EXERCISE AIM:
The lines below that include the word "Manchester" are to be reported.

Stored items:

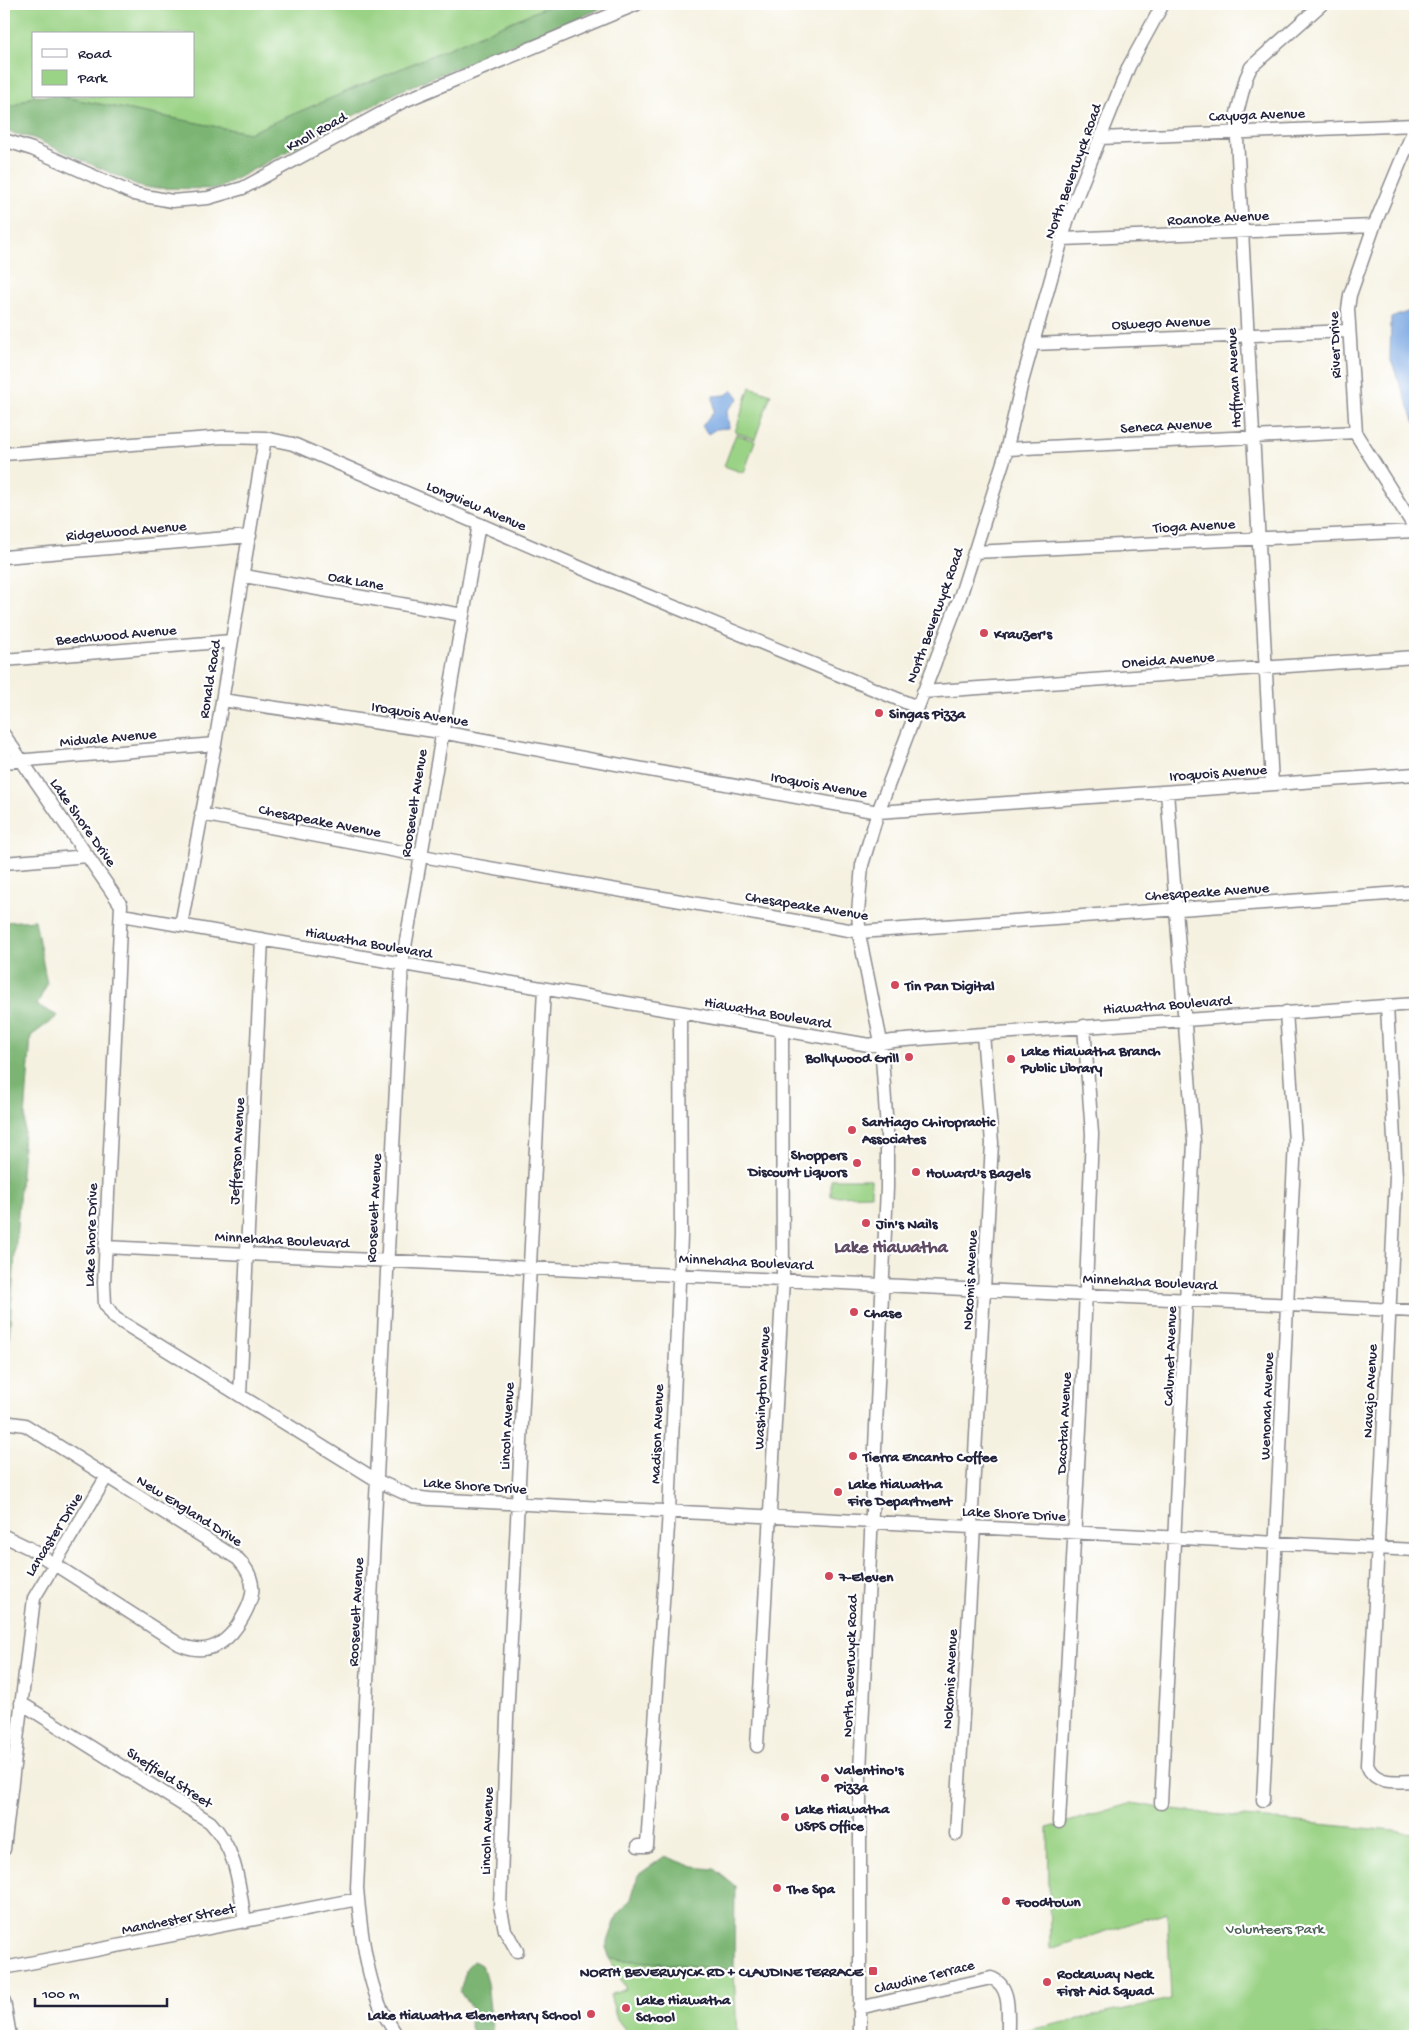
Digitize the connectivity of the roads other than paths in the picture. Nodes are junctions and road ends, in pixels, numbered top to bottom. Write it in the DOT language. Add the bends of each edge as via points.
graph roads {
  1 [pos="637,4"];
  2 [pos="1163,4"];
  3 [pos="1322,4"];
  4 [pos="1415,126"];
  5 [pos="1237,131"];
  6 [pos="1100,138"];
  7 [pos="4,140"];
  8 [pos="1374,226"];
  9 [pos="1241,231"];
  10 [pos="1063,239"];
  11 [pos="1349,331"];
  12 [pos="1247,335"];
  13 [pos="1033,344"];
  14 [pos="1356,432"];
  15 [pos="1253,437"];
  16 [pos="265,438"];
  17 [pos="1007,449"];
  18 [pos="4,454"];
  19 [pos="479,524"];
  20 [pos="1415,529"];
  21 [pos="250,536"];
  22 [pos="1258,538"];
  23 [pos="974,552"];
  24 [pos="4,557"];
  25 [pos="244,576"];
  26 [pos="463,615"];
  27 [pos="232,641"];
  28 [pos="1415,657"];
  29 [pos="4,660"];
  30 [pos="1267,668"];
  31 [pos="923,692"];
  32 [pos="222,700"];
  33 [pos="917,707"];
  34 [pos="441,732"];
  35 [pos="4,735"];
  36 [pos="215,744"];
  37 [pos="21,760"];
  38 [pos="4,762"];
  39 [pos="1415,774"];
  40 [pos="1272,784"];
  41 [pos="1167,792"];
  42 [pos="878,812"];
  43 [pos="201,814"];
  44 [pos="88,856"];
  45 [pos="421,856"];
  46 [pos="4,863"];
  47 [pos="1415,892"];
  48 [pos="1176,910"];
  49 [pos="122,915"];
  50 [pos="181,925"];
  51 [pos="860,932"];
  52 [pos="262,939"];
  53 [pos="402,964"];
  54 [pos="544,989"];
  55 [pos="1415,1004"];
  56 [pos="1387,1006"];
  57 [pos="1286,1012"];
  58 [pos="680,1013"];
  59 [pos="1186,1019"];
  60 [pos="1084,1026"];
  61 [pos="782,1031"];
  62 [pos="983,1034"];
  63 [pos="881,1042"];
  64 [pos="105,1247"];
  65 [pos="247,1253"];
  66 [pos="387,1260"];
  67 [pos="530,1267"];
  68 [pos="680,1274"];
  69 [pos="783,1279"];
  70 [pos="883,1284"];
  71 [pos="985,1289"];
  72 [pos="1086,1294"];
  73 [pos="1187,1299"];
  74 [pos="1287,1304"];
  75 [pos="1390,1310"];
  76 [pos="1415,1311"];
  77 [pos="240,1395"];
  78 [pos="4,1422"];
  79 [pos="107,1476"];
  80 [pos="378,1481"];
  81 [pos="519,1505"];
  82 [pos="670,1512"];
  83 [pos="770,1517"];
  84 [pos="872,1522"];
  85 [pos="972,1527"];
  86 [pos="1074,1532"];
  87 [pos="4,1536"];
  88 [pos="1175,1537"];
  89 [pos="1276,1543"];
  90 [pos="1377,1548"];
  91 [pos="1415,1550"];
  92 [pos="53,1563"];
  93 [pos="20,1703"];
  94 [pos="757,1746"];
  95 [pos="1415,1781"];
  96 [pos="1263,1800"];
  97 [pos="1161,1803"];
  98 [pos="6,1814"];
  99 [pos="1059,1822"];
  100 [pos="956,1834"];
  101 [pos="638,1846"];
  102 [pos="4,1849"];
  103 [pos="358,1899"];
  104 [pos="245,1922"];
  105 [pos="517,1951"];
  106 [pos="4,1968"];
  107 [pos="4,2001"];
  108 [pos="859,2008"];
  109 [pos="10,2036"];
  110 [pos="397,2036"];
  111 [pos="860,2036"];
  112 [pos="1008,2036"];
  1 -- 7 [label="street, Knoll Road" via="404,101 243,188 208,198 172,200 134,194 32,148"];
  2 -- 6 [label="street, North Beverwyck Road" via="1129,66"];
  3 -- 5 [label="street, Hoffman Avenue" via="1251,67 1237,113"];
  4 -- 5 [label="street, Cayuga Avenue"];
  4 -- 8 [label="street, River Drive"];
  5 -- 6 [label="street, Cayuga Avenue"];
  5 -- 9 [label="street, Hoffman Avenue"];
  6 -- 10 [label="street, North Beverwyck Road" via="1068,218"];
  8 -- 9 [label="street, Roanoke Avenue"];
  8 -- 11 [label="street, River Drive" via="1350,294"];
  9 -- 10 [label="street, Roanoke Avenue"];
  9 -- 12 [label="street, Hoffman Avenue"];
  10 -- 13 [label="street, North Beverwyck Road"];
  11 -- 12 [label="street, Oswego Avenue"];
  11 -- 14 [label="street, River Drive"];
  12 -- 13 [label="street, Oswego Avenue"];
  12 -- 15 [label="street, Hoffman Avenue"];
  13 -- 17 [label="street, North Beverwyck Road"];
  14 -- 15 [label="street, Seneca Avenue"];
  14 -- 20 [label="street, River Drive"];
  15 -- 17 [label="street, Seneca Avenue"];
  15 -- 22 [label="street, Hoffman Avenue"];
  16 -- 18 [label="street, Longview Avenue" via="224,437"];
  16 -- 19 [label="street, Longview Avenue" via="293,444"];
  16 -- 21 [label="street, Ronald Road"];
  17 -- 23 [label="street, North Beverwyck Road"];
  19 -- 26 [label="street, Roosevelt Avenue"];
  19 -- 33 [label="street, Longview Avenue"];
  20 -- 22 [label="street, Tioga Avenue"];
  21 -- 24 [label="street, Ridgewood Avenue"];
  21 -- 25 [label="street, Ronald Road"];
  22 -- 23 [label="street, Tioga Avenue"];
  22 -- 30 [label="street, Hoffman Avenue"];
  23 -- 31 [label="street, North Beverwyck Road"];
  25 -- 26 [label="street, Oak Lane"];
  25 -- 27 [label="street, Ronald Road"];
  26 -- 34 [label="street, Roosevelt Avenue"];
  27 -- 29 [label="street, Beechwood Avenue"];
  27 -- 32 [label="street, Ronald Road"];
  28 -- 30 [label="street, Oneida Avenue"];
  30 -- 31 [label="street, Oneida Avenue"];
  30 -- 40 [label="street, Hoffman Avenue"];
  31 -- 33 [label="street, North Beverwyck Road"];
  32 -- 34 [label="street, Iroquois Avenue"];
  32 -- 36 [label="street, Ronald Road"];
  33 -- 42 [label="street, North Beverwyck Road"];
  34 -- 42 [label="street, Iroquois Avenue"];
  34 -- 45 [label="street, Roosevelt Avenue"];
  35 -- 37 [label="street, Lake Shore Drive"];
  36 -- 37 [label="street, Midvale Avenue"];
  36 -- 43 [label="street, Ronald Road"];
  37 -- 38 [label="street, Midvale Avenue"];
  37 -- 44 [label="street, Lake Shore Drive"];
  39 -- 40 [label="street, Iroquois Avenue"];
  40 -- 41 [label="street, Iroquois Avenue"];
  41 -- 42 [label="street, Iroquois Avenue"];
  41 -- 48 [label="street, Calumet Avenue"];
  42 -- 51 [label="street, North Beverwyck Road" via="862,865 858,904"];
  43 -- 45 [label="street, Chesapeake Avenue"];
  43 -- 50 [label="street, Ronald Road"];
  44 -- 46 [label="street"];
  44 -- 49 [label="street, Lake Shore Drive" via="117,897"];
  45 -- 51 [label="street, Chesapeake Avenue"];
  45 -- 53 [label="street, Roosevelt Avenue"];
  47 -- 48 [label="street, Chesapeake Avenue"];
  48 -- 51 [label="street, Chesapeake Avenue"];
  48 -- 59 [label="street, Calumet Avenue"];
  49 -- 50 [label="street, Hiawatha Boulevard"];
  49 -- 64 [label="street, Lake Shore Drive"];
  50 -- 52 [label="street, Hiawatha Boulevard"];
  51 -- 63 [label="street, North Beverwyck Road"];
  52 -- 53 [label="street, Hiawatha Boulevard"];
  52 -- 65 [label="street, Jefferson Avenue"];
  53 -- 54 [label="street, Hiawatha Boulevard"];
  53 -- 66 [label="street, Roosevelt Avenue"];
  54 -- 58 [label="street, Hiawatha Boulevard"];
  54 -- 67 [label="street, Lincoln Avenue"];
  55 -- 56 [label="street, Hiawatha Boulevard"];
  56 -- 57 [label="street, Hiawatha Boulevard"];
  56 -- 75 [label="street, Navajo Avenue" via="1396,1177"];
  57 -- 59 [label="street, Hiawatha Boulevard"];
  57 -- 74 [label="street, Wenonah Avenue" via="1295,1141"];
  58 -- 61 [label="street, Hiawatha Boulevard"];
  58 -- 68 [label="street, Madison Avenue"];
  59 -- 60 [label="street, Hiawatha Boulevard"];
  59 -- 73 [label="street, Calumet Avenue" via="1194,1142"];
  60 -- 62 [label="street, Hiawatha Boulevard"];
  60 -- 72 [label="street, Dacotah Avenue" via="1092,1134"];
  61 -- 63 [label="street, Hiawatha Boulevard" via="869,1045"];
  61 -- 69 [label="street, Washington Avenue"];
  62 -- 63 [label="street, Hiawatha Boulevard"];
  62 -- 71 [label="street, Nokomis Avenue" via="992,1143"];
  63 -- 70 [label="street, North Beverwyck Road" via="887,1130"];
  64 -- 65 [label="street, Minnehaha Boulevard"];
  64 -- 77 [label="street, Lake Shore Drive" via="105,1304 111,1314"];
  65 -- 66 [label="street, Minnehaha Boulevard"];
  65 -- 77 [label="street, Jefferson Avenue"];
  66 -- 67 [label="street, Minnehaha Boulevard"];
  66 -- 80 [label="street, Roosevelt Avenue"];
  67 -- 68 [label="street, Minnehaha Boulevard"];
  67 -- 81 [label="street, Lincoln Avenue"];
  68 -- 69 [label="street, Minnehaha Boulevard"];
  68 -- 82 [label="street, Madison Avenue"];
  69 -- 70 [label="street, Minnehaha Boulevard"];
  69 -- 83 [label="street, Washington Avenue"];
  70 -- 71 [label="street, Minnehaha Boulevard"];
  70 -- 84 [label="street, North Beverwyck Road"];
  71 -- 72 [label="street, Minnehaha Boulevard"];
  71 -- 85 [label="street, Nokomis Avenue"];
  72 -- 73 [label="street, Minnehaha Boulevard"];
  72 -- 86 [label="street, Dacotah Avenue"];
  73 -- 74 [label="street, Minnehaha Boulevard"];
  73 -- 88 [label="street, Calumet Avenue"];
  74 -- 75 [label="street, Minnehaha Boulevard"];
  74 -- 89 [label="street, Wenonah Avenue"];
  75 -- 76 [label="street, Minnehaha Boulevard"];
  75 -- 90 [label="street, Navajo Avenue"];
  77 -- 80 [label="street, Lake Shore Drive"];
  78 -- 79 [label="street, New England Drive" via="25,1425"];
  79 -- 92 [label="street, Lancaster Drive"];
  79 -- 92 [label="street, New England Drive" via="238,1559 249,1573 252,1585 248,1609 221,1644 204,1649 190,1648"];
  80 -- 81 [label="street, Lake Shore Drive" via="430,1500"];
  80 -- 103 [label="street, Roosevelt Avenue"];
  81 -- 82 [label="street, Lake Shore Drive"];
  81 -- 105 [label="street, Lincoln Avenue" via="500,1906 505,1930"];
  82 -- 83 [label="street, Lake Shore Drive"];
  82 -- 101 [label="street, Madison Avenue" via="647,1846"];
  83 -- 84 [label="street, Lake Shore Drive"];
  83 -- 94 [label="street, Washington Avenue"];
  84 -- 85 [label="street, Lake Shore Drive"];
  84 -- 108 [label="street, North Beverwyck Road" via="860,1772"];
  85 -- 86 [label="street, Lake Shore Drive"];
  85 -- 100 [label="street, Nokomis Avenue"];
  86 -- 88 [label="street, Lake Shore Drive"];
  86 -- 99 [label="street, Dacotah Avenue"];
  87 -- 92 [label="street, New England Drive"];
  88 -- 89 [label="street, Lake Shore Drive"];
  88 -- 97 [label="street, Calumet Avenue"];
  89 -- 90 [label="street, Lake Shore Drive"];
  89 -- 96 [label="street, Wenonah Avenue"];
  90 -- 91 [label="street, Lake Shore Drive"];
  90 -- 95 [label="street, Navajo Avenue" via="1367,1765 1372,1776 1384,1780"];
  92 -- 93 [label="street, Lancaster Drive" via="34,1598"];
  93 -- 98 [label="street, Lancaster Drive"];
  93 -- 104 [label="street, Sheffield Street" via="210,1822 231,1852"];
  98 -- 102 [label="street, Lancaster Drive"];
  103 -- 104 [label="street, Manchester Street"];
  103 -- 110 [label="street, Roosevelt Avenue" via="374,1988"];
  104 -- 106 [label="street, Manchester Street"];
  107 -- 109 [label="street"];
  108 -- 111 [label="street, North Beverwyck Road"];
  108 -- 112 [label="street, Claudine Terrace" via="985,1978 997,1980 1007,1995"];
}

OUTPUT OF THE TASK:
  103 -- 104 [label="street, Manchester Street"];
  104 -- 106 [label="street, Manchester Street"];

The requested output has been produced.